On Mon, Mar 18, 2019 at 3:53 PM Phil Thompson
<phil at riverbankcomputing.com> wrote:
>
> On 14 Mar 2019, at 1:30 pm, Ales Erjavec <ales.erjavec324 at gmail.com> wrote:
> >
> > Hi,
> >
> > There seems to be a regression in PyQt5 5.12 in QIconEngine ownership
> > transfer to QIcon.
> > I.e.
> >
> > ### code
> > icon1 = QIcon(IconEngine(...))
> > icon2 = QIcon(icon1)
> > del icon1 # the IconEngine is deleted along with the icon1
> > ### /code
> >
> > After this icon2 no longer renders properly. The QIconEngine's are
> > implicitly shared by QIcon
> > instances so the engine should not be deleted with icon1.
> >
> > This works as expected in in PyQt5 5.11, 5.10, 5.9
> >
> > A more complete example with an icon engine implementation:
> >
> > ### code
> >
> > from PyQt5.QtCore import Qt, QRect
> > from PyQt5.QtGui import (
> >    QIcon, QIconEngine, QPainter, QColor, QPixmap, QStandardItem,
> >    QStandardItemModel
> > )
> > from PyQt5.QtWidgets import QApplication, QListView
> >
> >
> > class IconEngine(QIconEngine):
> >    """A simple QIconEngine drawing a single text character."""
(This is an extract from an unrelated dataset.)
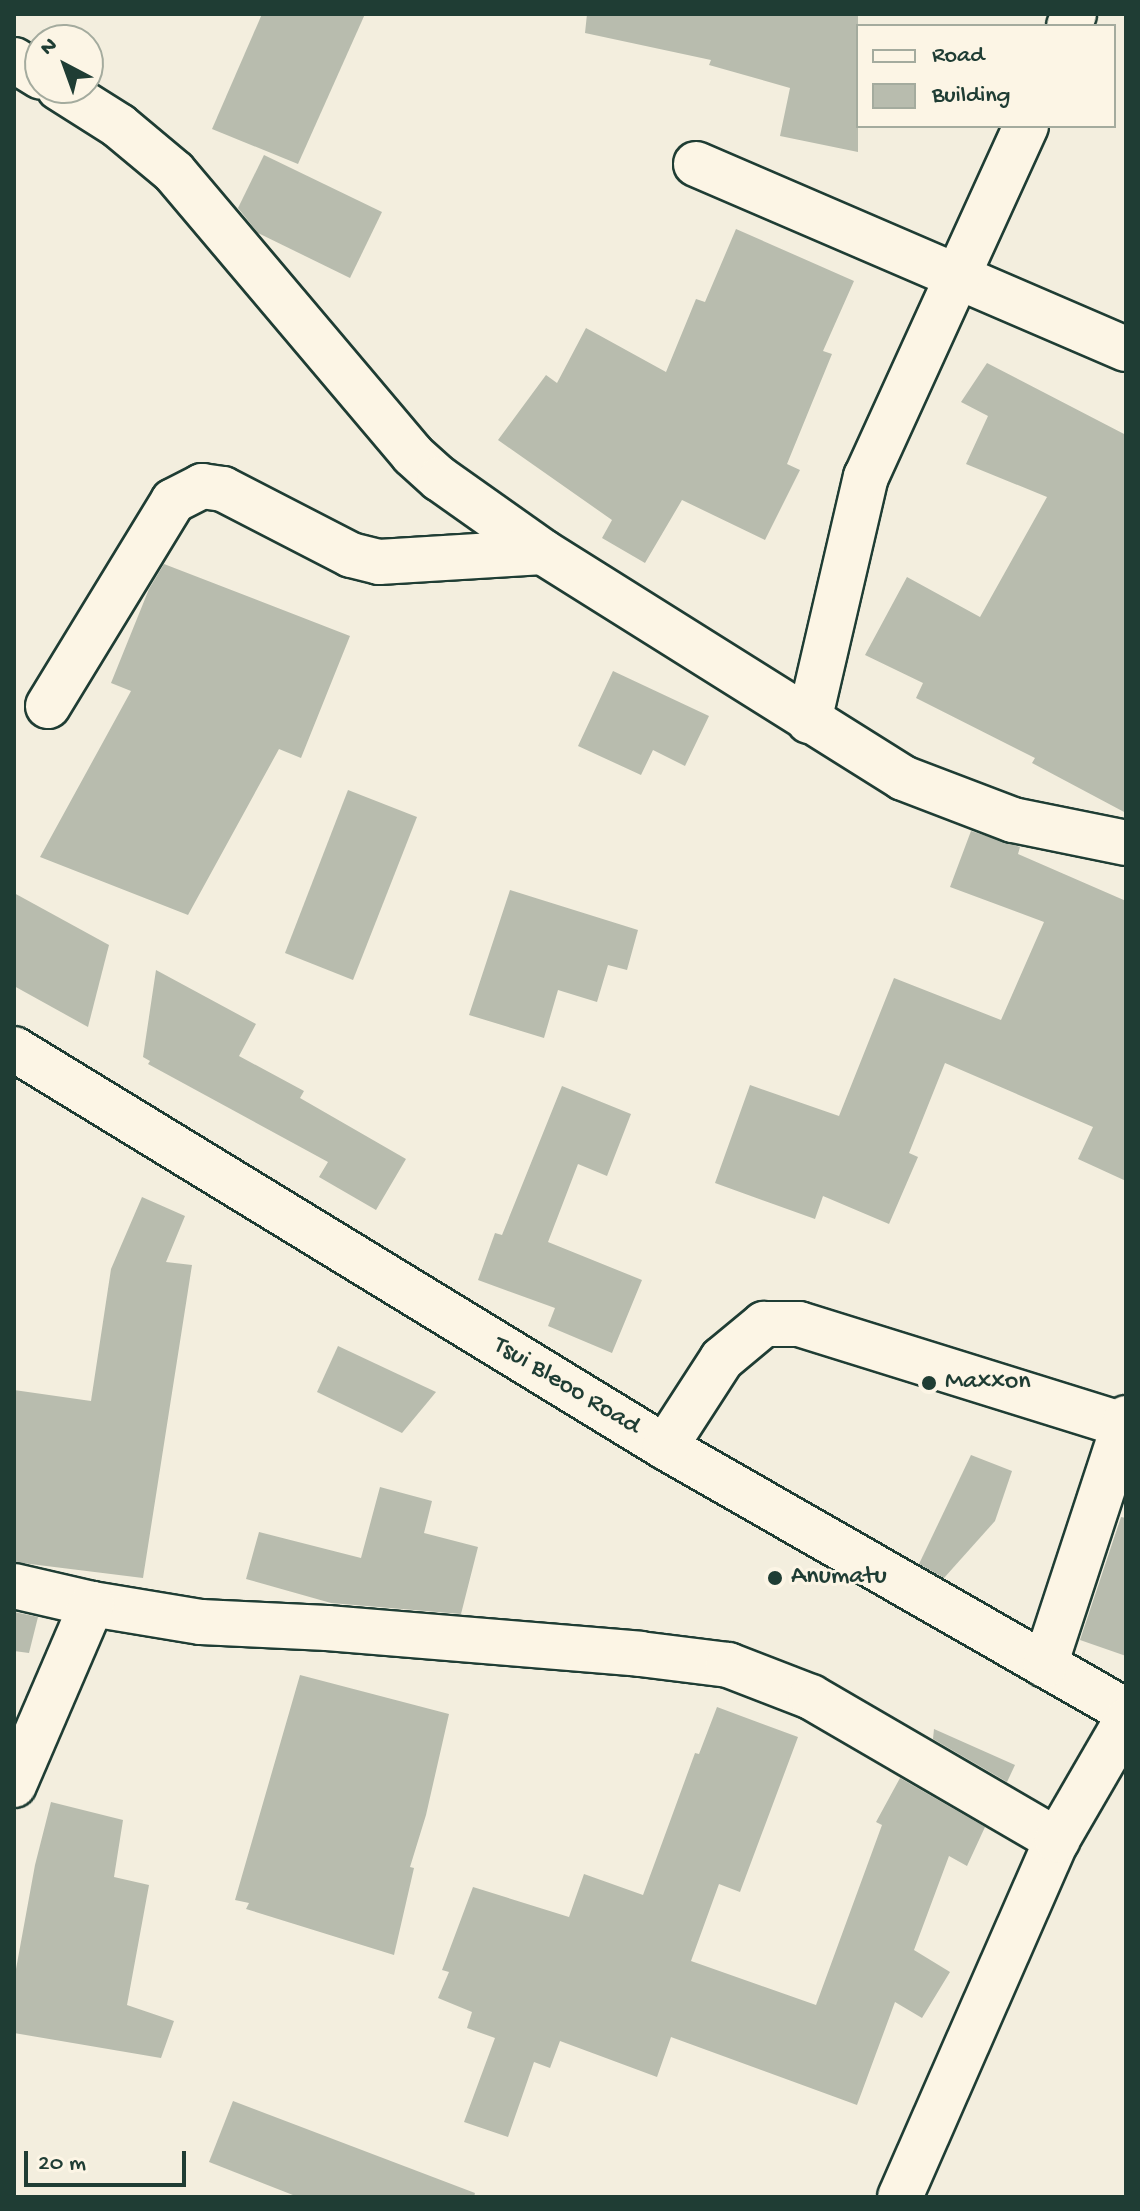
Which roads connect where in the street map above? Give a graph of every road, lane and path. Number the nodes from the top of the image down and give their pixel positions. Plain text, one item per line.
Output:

> >    def __init__(self, char, color):
> >        # type: (str, QColor) -> None
> >        super().__init__()
> >        self.char = char
> >        self.color = QColor(color)
> >
> >    def paint(self, painter, rect, mode, state):
> >        # type: (QPainter, QRect, QIcon.Mode, QIcon.State) -> None
> >        size = rect.size()
> >        if size.isNull():
> >            return
> >        dpr = painter.device().devicePixelRatioF()
> >        size = size * dpr
> >        painter.drawPixmap(rect, self.pixmap(size, mode, state))
> >
> >    def pixmap(self, size, mode, state):
> >        # type: (QSize, QIcon.Mode, QIcon.State) -> QPixmap
> >        pm = QPixmap(size)
> >        pm.fill(Qt.transparent)
> >        painter = QPainter(pm)
> >        painter.setRenderHints(QPainter.TextAntialiasing)
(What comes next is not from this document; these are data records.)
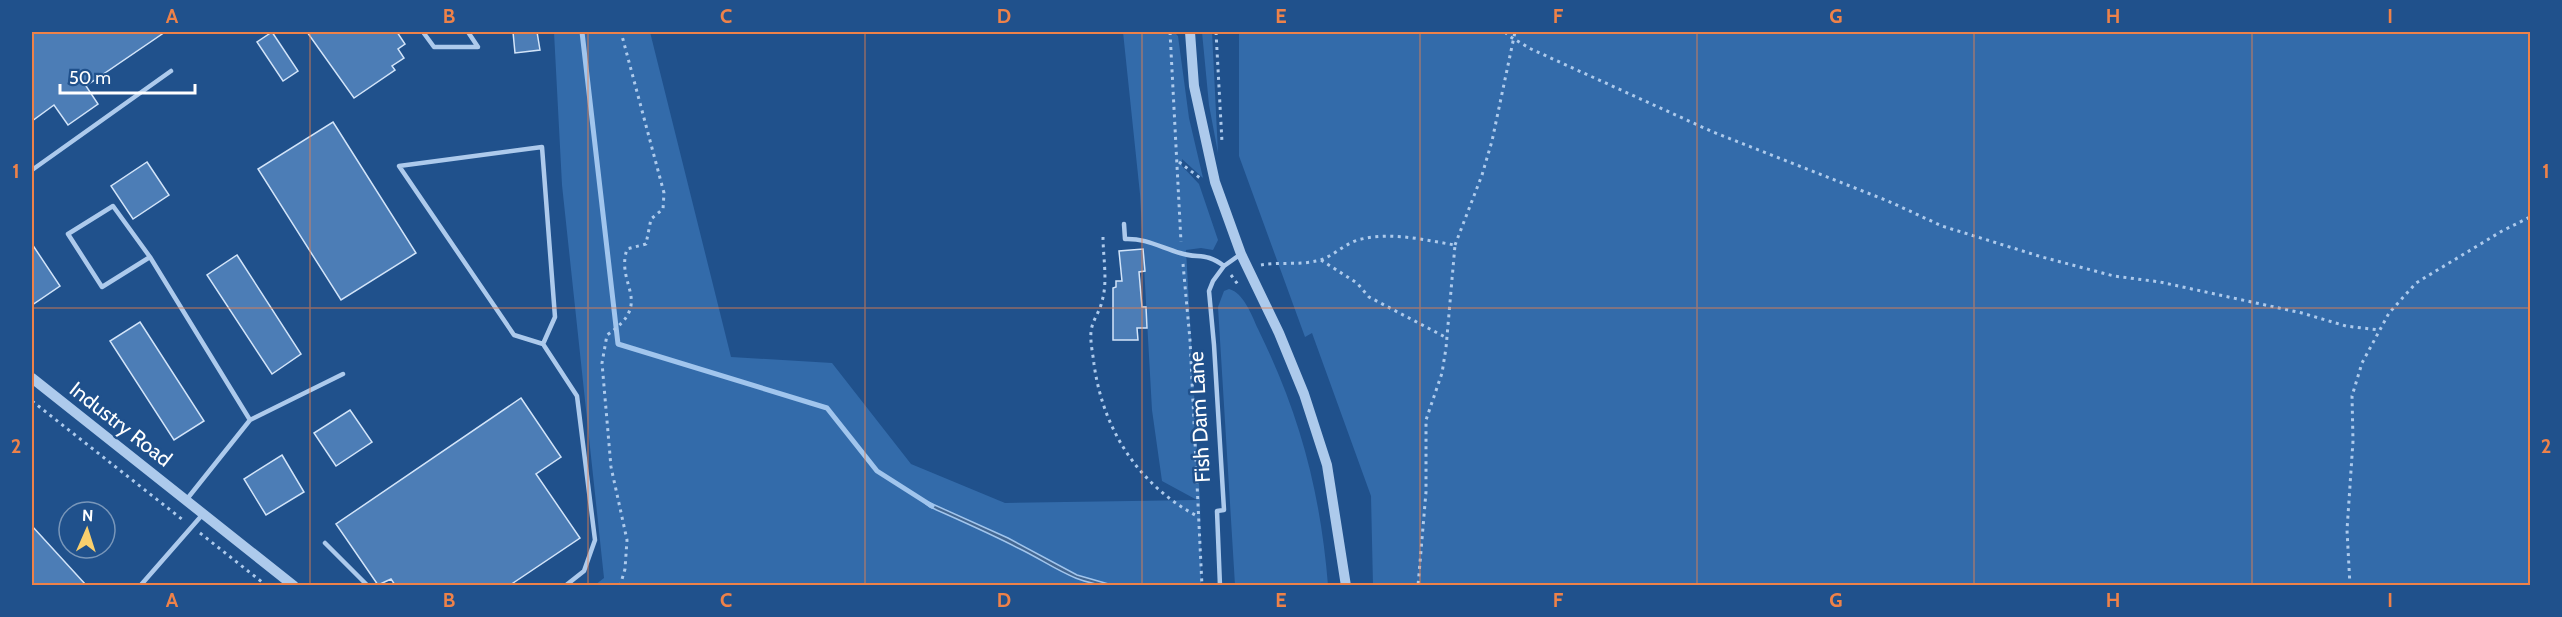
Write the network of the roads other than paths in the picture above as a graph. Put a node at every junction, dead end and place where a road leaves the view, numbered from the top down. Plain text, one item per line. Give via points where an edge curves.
1 (423, 32) edge
2 (468, 32) edge
3 (1190, 32) edge
4 (171, 71) dead end
5 (32, 170) edge
6 (1124, 224) dead end
7 (1241, 254) junction
8 (150, 257) junction
9 (1224, 266) junction
10 (543, 344) junction
11 (343, 374) dead end
12 (32, 378) edge
13 (250, 420) junction
14 (186, 500) junction
15 (203, 514) junction
16 (325, 543) dead end
17 (140, 585) edge
18 (294, 585) edge
19 (368, 585) edge
20 (565, 585) edge
21 (1220, 585) edge
22 (1346, 585) edge

1 - 2 lane via 434,47 478,47
3 - 7 street via 1194,86 1215,182
4 - 5 lane
6 - 9 lane via 1125,239 1140,238 1182,254 1207,255
7 - 9 lane, Fish Dam Lane
7 - 22 street via 1280,333 1328,465
8 - 8 lane via 113,206 68,234 102,287
8 - 13 lane
9 - 21 lane, Fish Dam Lane via 1213,281 1208,299 1224,510 1217,511
10 - 10 lane via 514,334 399,166 542,147 555,317
10 - 20 lane via 577,396 596,540 584,571
11 - 13 lane
12 - 14 street, Industry Road
13 - 14 lane
14 - 15 street, Industry Road
15 - 17 lane
15 - 18 street, Industry Road
16 - 19 lane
> >        size = size.width()
> >        painter.setPen(self.color)
> >        painter.setBrush(self.color)
> >        margin = 1 + size // 16
> >        text_margin = size // 20
> >        rect = QRect(margin, margin, size - 2 * margin, size - 2 * margin)
> >
> >        font = painter.font()
> >        font.setPixelSize(size - 2 * margin - 2 * text_margin)
> >        font.setBold(True)
> >
> >        painter.setFont(font)
> >        painter.drawText(rect, Qt.AlignCenter, self.char)
> >        painter.end()
> >        return pm
> >
> >    def clone(self):
> >        return IconEngine(self.char, self.color)
> >
> >    def __del__(self):
> >        print("del")
> >
> > def main(argv=[]):
> >    app = QApplication(argv)
> >    view = QListView()
> >    model = QStandardItemModel()
> >    item1 = QStandardItem("R")
> >    item1.setIcon(QIcon(IconEngine('R', QColor("red"))))
> >    item2 = QStandardItem("B")
> >    item2.setIcon(QIcon(IconEngine('B', QColor("blue"))))
> >    item3 = QStandardItem("G")
> >    item3.setIcon(QIcon(IconEngine('G', QColor("green"))))
> >
> >    model.appendRow([item1])
> >    model.appendRow([item2])
> >    model.appendRow([item3])
> >
> >    view.setModel(model)
> >    view.show()
> >
> >    return app.exec_()
> >
> >
> > if __name__ == "__main__":
> >    import sys
> >    sys.exit(main())
> >
> > ### /code
> >
> > In PyQt5 5.12 the __del__ method is called immediately after setting
> > the icon on the QStandardItem (and the icons do not render in the
> > view)
> > In PyQt5 5.11, 5.10, 5.9 it is called after main finishes (and icons
> > render correctly in the view).
> >
> > Tested on macOS 10.14.5 with Python 3.6.6 and 3.7.0
>
> PyQt doesn't know that a QIconEngine is explicitly shared between copies fo a QIcon so the latest behaviour is what I would expect. You need to keep an explicit reference to either the QIconEngine or the QIcon itself.
>
> The reason this worked before was due to a bug in the implementation of /Transfer/ when applied to a ctor argument. While the reference count was increased, the association of the argument (the QIconEngine) to the thing being constructed (the QIcon) was not made. Therefore when the QIcon was garbage collected the QIconEngine was not. The bug was fixed in SIP v4.19.14.